Assigned task = Repeat the records exactly as given. Do not include the pictures.

Data provided =

◆ ◆ ◆ ◆ ◆ ◆ ◆

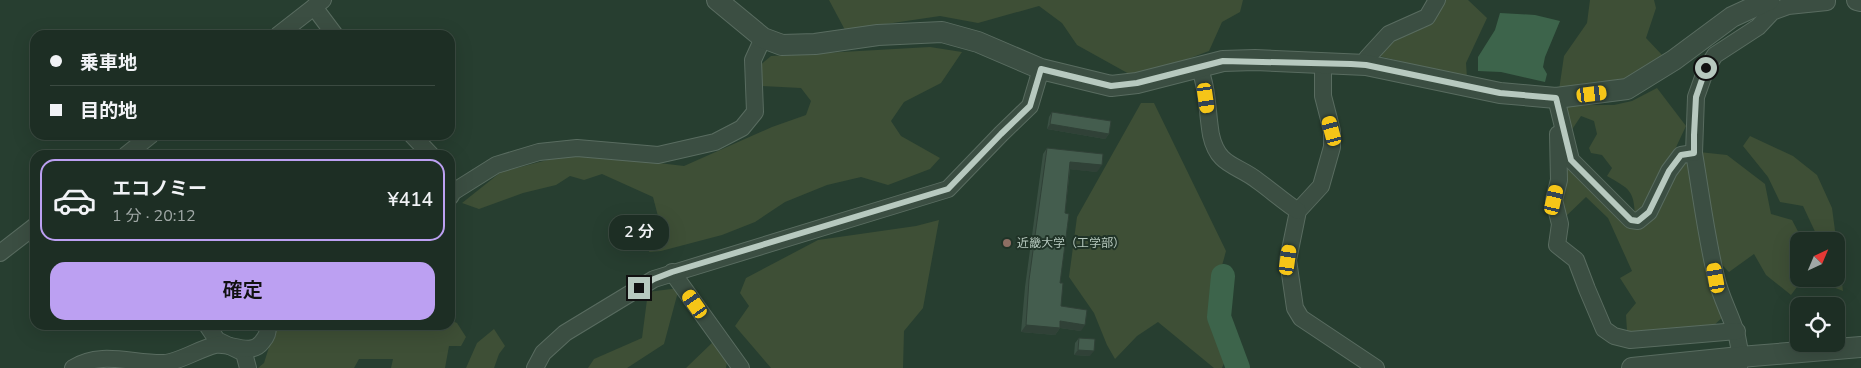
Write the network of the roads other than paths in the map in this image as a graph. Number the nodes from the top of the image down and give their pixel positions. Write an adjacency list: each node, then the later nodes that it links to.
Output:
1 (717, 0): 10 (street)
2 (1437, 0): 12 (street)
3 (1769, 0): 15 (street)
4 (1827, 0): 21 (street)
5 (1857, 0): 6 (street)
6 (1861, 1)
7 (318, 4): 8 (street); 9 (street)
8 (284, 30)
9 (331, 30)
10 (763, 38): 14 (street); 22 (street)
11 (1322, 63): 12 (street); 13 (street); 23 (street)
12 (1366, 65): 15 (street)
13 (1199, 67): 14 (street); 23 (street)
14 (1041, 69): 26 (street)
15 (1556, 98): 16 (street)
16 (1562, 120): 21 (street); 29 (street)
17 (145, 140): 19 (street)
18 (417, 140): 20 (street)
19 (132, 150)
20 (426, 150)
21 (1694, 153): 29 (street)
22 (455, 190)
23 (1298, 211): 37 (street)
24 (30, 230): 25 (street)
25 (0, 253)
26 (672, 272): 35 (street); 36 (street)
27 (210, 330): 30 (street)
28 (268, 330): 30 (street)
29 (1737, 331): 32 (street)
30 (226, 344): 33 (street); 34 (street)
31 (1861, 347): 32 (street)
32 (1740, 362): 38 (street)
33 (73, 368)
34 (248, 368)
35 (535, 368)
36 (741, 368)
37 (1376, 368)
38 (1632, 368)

◆ ◆ ◆ ◆ ◆ ◆ ◆

Result for this task =
Write the network of the roads other than paths in the map in this image as a graph. Number the nodes from the top of the image down and give their pixel positions. Write an adjacency list: each node, then the later nodes that it links to.
Output:
1 (717, 0): 10 (street)
2 (1437, 0): 12 (street)
3 (1769, 0): 15 (street)
4 (1827, 0): 21 (street)
5 (1857, 0): 6 (street)
6 (1861, 1)
7 (318, 4): 8 (street); 9 (street)
8 (284, 30)
9 (331, 30)
10 (763, 38): 14 (street); 22 (street)
11 (1322, 63): 12 (street); 13 (street); 23 (street)
12 (1366, 65): 15 (street)
13 (1199, 67): 14 (street); 23 (street)
14 (1041, 69): 26 (street)
15 (1556, 98): 16 (street)
16 (1562, 120): 21 (street); 29 (street)
17 (145, 140): 19 (street)
18 (417, 140): 20 (street)
19 (132, 150)
20 (426, 150)
21 (1694, 153): 29 (street)
22 (455, 190)
23 (1298, 211): 37 (street)
24 (30, 230): 25 (street)
25 (0, 253)
26 (672, 272): 35 (street); 36 (street)
27 (210, 330): 30 (street)
28 (268, 330): 30 (street)
29 (1737, 331): 32 (street)
30 (226, 344): 33 (street); 34 (street)
31 (1861, 347): 32 (street)
32 (1740, 362): 38 (street)
33 (73, 368)
34 (248, 368)
35 (535, 368)
36 (741, 368)
37 (1376, 368)
38 (1632, 368)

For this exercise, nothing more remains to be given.